Lines holding the word "street": how many does the material below have? Answer with nothing but the number.

WORKING DATA

%%

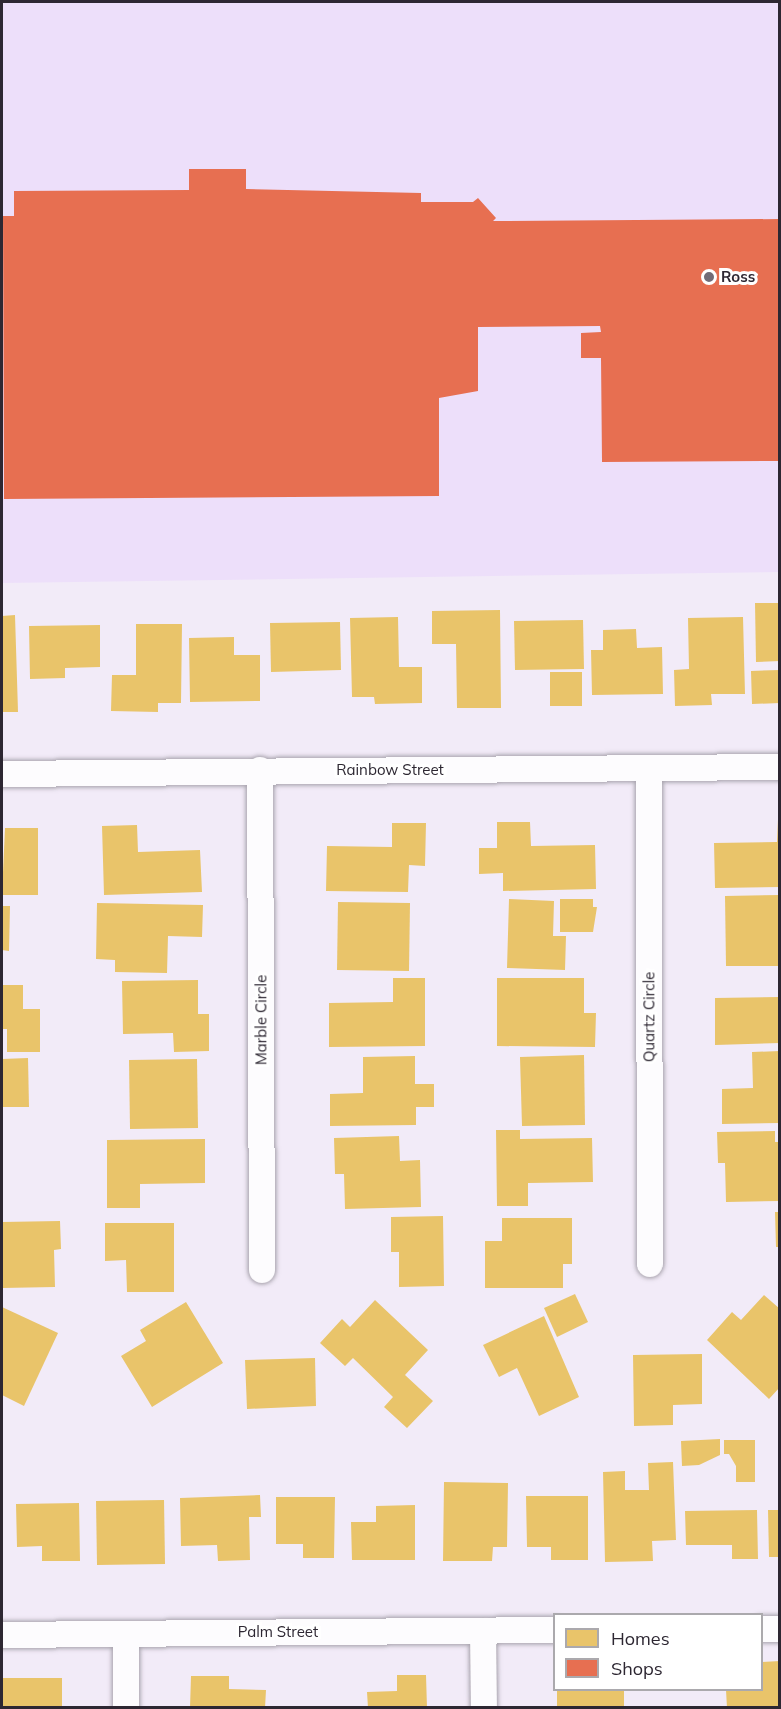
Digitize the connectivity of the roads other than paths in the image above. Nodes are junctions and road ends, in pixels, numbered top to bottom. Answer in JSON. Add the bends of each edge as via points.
{"nodes":[{"id":1,"x":780,"y":767,"type":"edge"},
{"id":2,"x":649,"y":769,"type":"junction"},
{"id":3,"x":260,"y":770,"type":"junction"},
{"id":4,"x":2,"y":774,"type":"edge"},
{"id":5,"x":650,"y":1264,"type":"dead end"},
{"id":6,"x":262,"y":1270,"type":"dead end"},
{"id":7,"x":763,"y":1629,"type":"edge"},
{"id":8,"x":780,"y":1629,"type":"edge"},
{"id":9,"x":553,"y":1630,"type":"edge"},
{"id":10,"x":483,"y":1631,"type":"junction"},
{"id":11,"x":126,"y":1634,"type":"junction"},
{"id":12,"x":2,"y":1635,"type":"edge"},
{"id":13,"x":126,"y":1707,"type":"edge"},
{"id":14,"x":484,"y":1707,"type":"edge"}],
"edges":[{"from":1,"to":2,"type":"street","name":"Rainbow Street"},
{"from":2,"to":3,"type":"street","name":"Rainbow Street"},
{"from":2,"to":5,"type":"street","name":"Quartz Circle"},
{"from":3,"to":4,"type":"street","name":"Rainbow Street"},
{"from":3,"to":6,"type":"street","name":"Marble Circle"},
{"from":7,"to":8,"type":"street"},
{"from":9,"to":10,"type":"street","name":"Palm Street"},
{"from":10,"to":11,"type":"street","name":"Palm Street"},
{"from":10,"to":14,"type":"street"},
{"from":11,"to":12,"type":"street","name":"Palm Street"},
{"from":11,"to":13,"type":"street"}]}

%%

RESPONSE TO THE EXERCISE
11